◆ **EXERCISE PROMPT**
Among the entries beneath this sentence, how many lines include the word "than"? Only the number is wanted.
==== DATA EXTRACT
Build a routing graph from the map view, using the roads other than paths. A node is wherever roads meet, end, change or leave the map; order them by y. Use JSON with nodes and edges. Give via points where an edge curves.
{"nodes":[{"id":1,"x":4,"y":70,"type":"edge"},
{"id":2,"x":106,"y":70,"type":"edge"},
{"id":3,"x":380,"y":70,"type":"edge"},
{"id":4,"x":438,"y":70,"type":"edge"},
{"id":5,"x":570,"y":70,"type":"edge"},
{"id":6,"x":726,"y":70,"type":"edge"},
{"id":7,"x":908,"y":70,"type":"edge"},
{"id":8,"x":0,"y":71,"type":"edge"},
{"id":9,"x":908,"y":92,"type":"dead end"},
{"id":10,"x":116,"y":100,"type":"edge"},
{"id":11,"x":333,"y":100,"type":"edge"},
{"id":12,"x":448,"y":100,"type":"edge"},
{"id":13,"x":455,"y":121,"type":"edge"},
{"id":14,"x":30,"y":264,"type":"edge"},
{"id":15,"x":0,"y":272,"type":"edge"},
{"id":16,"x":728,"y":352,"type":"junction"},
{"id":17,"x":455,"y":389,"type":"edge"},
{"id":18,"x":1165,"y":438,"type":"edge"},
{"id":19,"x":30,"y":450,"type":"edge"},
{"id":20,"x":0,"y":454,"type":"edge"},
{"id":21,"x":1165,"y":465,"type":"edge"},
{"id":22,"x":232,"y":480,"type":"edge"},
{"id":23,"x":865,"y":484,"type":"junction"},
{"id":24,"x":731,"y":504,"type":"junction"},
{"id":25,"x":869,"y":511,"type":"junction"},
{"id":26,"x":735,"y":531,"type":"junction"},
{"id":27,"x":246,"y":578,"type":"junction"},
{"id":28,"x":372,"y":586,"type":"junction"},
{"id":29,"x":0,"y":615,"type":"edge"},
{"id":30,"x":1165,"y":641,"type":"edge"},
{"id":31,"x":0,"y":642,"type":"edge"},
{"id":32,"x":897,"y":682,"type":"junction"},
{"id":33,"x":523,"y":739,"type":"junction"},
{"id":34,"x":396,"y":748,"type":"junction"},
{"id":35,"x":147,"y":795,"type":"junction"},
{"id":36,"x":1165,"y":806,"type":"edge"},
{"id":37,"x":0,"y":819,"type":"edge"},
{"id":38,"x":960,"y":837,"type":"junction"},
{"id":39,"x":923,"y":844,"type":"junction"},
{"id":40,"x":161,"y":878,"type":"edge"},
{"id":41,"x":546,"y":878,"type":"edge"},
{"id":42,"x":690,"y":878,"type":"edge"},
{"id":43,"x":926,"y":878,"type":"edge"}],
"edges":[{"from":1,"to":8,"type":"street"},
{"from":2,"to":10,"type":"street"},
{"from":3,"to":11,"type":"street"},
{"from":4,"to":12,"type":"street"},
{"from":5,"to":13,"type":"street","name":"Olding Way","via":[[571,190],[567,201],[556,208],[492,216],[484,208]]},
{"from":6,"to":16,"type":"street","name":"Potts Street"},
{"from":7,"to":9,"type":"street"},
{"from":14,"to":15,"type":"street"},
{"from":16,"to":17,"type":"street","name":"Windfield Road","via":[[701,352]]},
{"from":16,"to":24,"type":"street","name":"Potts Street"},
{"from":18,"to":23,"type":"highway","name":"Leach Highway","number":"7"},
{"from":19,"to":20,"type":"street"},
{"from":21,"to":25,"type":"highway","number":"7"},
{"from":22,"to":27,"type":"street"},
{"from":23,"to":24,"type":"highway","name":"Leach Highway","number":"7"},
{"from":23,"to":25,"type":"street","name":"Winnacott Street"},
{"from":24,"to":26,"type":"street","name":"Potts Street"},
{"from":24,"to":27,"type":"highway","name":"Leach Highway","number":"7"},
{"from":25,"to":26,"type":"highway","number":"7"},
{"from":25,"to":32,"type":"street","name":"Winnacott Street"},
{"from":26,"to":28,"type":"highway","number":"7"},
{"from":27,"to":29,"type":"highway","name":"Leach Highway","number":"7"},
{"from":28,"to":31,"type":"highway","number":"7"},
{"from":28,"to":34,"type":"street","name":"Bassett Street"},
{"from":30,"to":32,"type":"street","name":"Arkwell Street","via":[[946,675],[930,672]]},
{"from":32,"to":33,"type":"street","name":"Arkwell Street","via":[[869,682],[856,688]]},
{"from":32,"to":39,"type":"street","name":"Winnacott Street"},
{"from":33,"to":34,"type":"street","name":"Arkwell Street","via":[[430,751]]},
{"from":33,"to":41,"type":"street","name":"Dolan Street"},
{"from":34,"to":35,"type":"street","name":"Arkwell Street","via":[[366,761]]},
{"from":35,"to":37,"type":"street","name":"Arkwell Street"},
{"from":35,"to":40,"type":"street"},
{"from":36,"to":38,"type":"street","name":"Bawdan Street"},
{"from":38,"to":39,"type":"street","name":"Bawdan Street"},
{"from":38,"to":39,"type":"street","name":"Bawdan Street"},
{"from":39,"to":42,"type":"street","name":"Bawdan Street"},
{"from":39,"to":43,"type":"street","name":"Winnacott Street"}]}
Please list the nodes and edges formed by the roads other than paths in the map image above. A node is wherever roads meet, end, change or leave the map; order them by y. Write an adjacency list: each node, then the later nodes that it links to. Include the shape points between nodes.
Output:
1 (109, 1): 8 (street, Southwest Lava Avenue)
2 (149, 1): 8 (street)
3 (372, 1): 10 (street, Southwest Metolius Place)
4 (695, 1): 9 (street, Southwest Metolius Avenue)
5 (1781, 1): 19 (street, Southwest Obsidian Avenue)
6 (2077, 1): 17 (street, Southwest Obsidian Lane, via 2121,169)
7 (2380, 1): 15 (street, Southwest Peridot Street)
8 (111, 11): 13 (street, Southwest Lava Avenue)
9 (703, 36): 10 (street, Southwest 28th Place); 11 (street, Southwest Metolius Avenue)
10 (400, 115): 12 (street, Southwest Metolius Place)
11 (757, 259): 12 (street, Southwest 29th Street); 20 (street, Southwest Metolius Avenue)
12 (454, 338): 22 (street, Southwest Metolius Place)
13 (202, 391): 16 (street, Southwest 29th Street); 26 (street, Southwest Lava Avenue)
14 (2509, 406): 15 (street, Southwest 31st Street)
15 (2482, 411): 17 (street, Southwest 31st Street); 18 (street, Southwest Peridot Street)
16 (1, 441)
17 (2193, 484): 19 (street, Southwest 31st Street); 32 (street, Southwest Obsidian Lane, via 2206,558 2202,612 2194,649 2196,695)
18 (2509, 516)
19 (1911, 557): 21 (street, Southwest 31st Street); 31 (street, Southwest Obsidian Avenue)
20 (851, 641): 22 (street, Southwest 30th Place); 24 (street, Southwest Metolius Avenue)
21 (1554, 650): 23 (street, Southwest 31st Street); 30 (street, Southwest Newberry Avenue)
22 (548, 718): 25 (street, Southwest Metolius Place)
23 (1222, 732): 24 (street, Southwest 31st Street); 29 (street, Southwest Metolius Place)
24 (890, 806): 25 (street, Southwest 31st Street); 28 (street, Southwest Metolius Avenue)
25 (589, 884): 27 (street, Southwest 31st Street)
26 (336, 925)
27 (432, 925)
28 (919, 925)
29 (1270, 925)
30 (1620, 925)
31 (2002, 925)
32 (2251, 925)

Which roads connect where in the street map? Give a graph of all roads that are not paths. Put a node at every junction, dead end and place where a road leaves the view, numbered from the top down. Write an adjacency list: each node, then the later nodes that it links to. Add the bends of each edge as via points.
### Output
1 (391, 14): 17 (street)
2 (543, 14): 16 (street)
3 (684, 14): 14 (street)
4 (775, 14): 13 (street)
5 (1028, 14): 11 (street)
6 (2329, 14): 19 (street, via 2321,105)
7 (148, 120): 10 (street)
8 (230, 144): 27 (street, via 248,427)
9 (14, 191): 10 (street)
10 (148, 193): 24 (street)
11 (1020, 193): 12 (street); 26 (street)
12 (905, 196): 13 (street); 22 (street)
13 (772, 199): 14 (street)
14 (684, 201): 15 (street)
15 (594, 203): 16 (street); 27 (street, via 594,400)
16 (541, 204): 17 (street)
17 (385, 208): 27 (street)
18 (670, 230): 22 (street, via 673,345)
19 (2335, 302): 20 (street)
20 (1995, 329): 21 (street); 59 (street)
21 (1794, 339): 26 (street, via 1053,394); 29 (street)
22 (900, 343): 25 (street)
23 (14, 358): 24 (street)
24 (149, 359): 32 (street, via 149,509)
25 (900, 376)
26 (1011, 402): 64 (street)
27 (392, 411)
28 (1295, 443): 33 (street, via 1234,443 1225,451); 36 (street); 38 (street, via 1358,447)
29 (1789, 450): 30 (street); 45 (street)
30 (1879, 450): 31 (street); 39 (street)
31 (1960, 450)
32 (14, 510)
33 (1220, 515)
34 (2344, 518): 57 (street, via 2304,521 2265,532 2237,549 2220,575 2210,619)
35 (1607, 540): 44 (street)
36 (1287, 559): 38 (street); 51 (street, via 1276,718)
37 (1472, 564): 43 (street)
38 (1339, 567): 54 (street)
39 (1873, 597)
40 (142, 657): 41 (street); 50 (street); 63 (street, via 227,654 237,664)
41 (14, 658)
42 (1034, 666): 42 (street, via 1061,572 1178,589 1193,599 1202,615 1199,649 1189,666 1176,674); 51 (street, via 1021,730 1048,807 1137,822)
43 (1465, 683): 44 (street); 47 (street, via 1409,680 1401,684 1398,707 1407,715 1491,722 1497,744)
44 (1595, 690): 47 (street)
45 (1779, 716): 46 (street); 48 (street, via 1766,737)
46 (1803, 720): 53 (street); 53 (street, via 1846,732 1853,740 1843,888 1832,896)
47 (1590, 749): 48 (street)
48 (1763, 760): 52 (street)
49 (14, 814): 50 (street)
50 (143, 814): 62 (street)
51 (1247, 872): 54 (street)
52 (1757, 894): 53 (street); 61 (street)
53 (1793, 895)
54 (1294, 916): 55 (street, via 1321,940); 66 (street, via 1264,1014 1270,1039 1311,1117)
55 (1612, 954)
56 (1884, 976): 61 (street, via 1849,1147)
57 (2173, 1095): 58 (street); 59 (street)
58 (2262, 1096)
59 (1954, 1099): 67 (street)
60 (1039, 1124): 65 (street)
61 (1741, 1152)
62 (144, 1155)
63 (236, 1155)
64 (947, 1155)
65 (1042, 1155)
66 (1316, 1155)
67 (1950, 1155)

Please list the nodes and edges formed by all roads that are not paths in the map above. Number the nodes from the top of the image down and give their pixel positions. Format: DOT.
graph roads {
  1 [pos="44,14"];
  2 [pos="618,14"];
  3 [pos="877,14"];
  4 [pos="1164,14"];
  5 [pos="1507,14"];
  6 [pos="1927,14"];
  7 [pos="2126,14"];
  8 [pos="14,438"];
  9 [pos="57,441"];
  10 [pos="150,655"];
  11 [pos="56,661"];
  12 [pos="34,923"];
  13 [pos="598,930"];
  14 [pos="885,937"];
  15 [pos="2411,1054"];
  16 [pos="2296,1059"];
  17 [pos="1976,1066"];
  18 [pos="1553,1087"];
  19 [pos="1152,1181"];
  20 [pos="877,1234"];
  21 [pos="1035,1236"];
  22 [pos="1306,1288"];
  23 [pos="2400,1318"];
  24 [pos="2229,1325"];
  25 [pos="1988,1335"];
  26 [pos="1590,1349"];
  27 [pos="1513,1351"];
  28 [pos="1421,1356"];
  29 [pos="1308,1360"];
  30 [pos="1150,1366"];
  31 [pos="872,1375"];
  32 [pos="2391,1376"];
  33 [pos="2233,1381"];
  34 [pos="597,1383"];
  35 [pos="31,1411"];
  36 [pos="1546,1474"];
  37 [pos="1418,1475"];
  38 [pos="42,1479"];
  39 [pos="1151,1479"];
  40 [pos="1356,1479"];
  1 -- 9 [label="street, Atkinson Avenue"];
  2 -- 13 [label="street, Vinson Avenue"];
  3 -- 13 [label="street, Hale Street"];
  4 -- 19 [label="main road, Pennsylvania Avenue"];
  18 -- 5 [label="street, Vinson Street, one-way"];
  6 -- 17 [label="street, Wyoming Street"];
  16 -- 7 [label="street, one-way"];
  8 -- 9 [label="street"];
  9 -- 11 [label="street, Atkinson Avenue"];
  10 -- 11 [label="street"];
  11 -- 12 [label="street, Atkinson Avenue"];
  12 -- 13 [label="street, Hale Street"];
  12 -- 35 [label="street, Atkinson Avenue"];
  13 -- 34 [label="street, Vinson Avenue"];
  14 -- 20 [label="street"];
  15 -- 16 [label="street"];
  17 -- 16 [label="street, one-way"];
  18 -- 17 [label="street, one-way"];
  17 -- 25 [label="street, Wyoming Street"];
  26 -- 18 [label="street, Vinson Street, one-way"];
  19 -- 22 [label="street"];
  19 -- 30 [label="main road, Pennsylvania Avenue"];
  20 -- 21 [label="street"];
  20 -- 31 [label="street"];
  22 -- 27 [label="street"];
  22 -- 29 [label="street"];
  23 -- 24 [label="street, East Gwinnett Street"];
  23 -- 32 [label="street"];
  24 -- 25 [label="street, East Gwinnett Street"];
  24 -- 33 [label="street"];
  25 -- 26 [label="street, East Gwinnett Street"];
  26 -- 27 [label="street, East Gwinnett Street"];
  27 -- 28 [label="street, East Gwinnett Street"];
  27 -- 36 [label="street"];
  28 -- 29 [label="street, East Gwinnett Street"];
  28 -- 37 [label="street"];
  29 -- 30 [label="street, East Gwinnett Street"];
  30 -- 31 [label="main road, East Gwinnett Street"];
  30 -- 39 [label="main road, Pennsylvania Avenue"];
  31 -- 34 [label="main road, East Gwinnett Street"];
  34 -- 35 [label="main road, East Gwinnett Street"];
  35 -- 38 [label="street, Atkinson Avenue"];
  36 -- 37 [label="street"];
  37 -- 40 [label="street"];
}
========
◆ **RESPONSE TO THIS EXERCISE**
2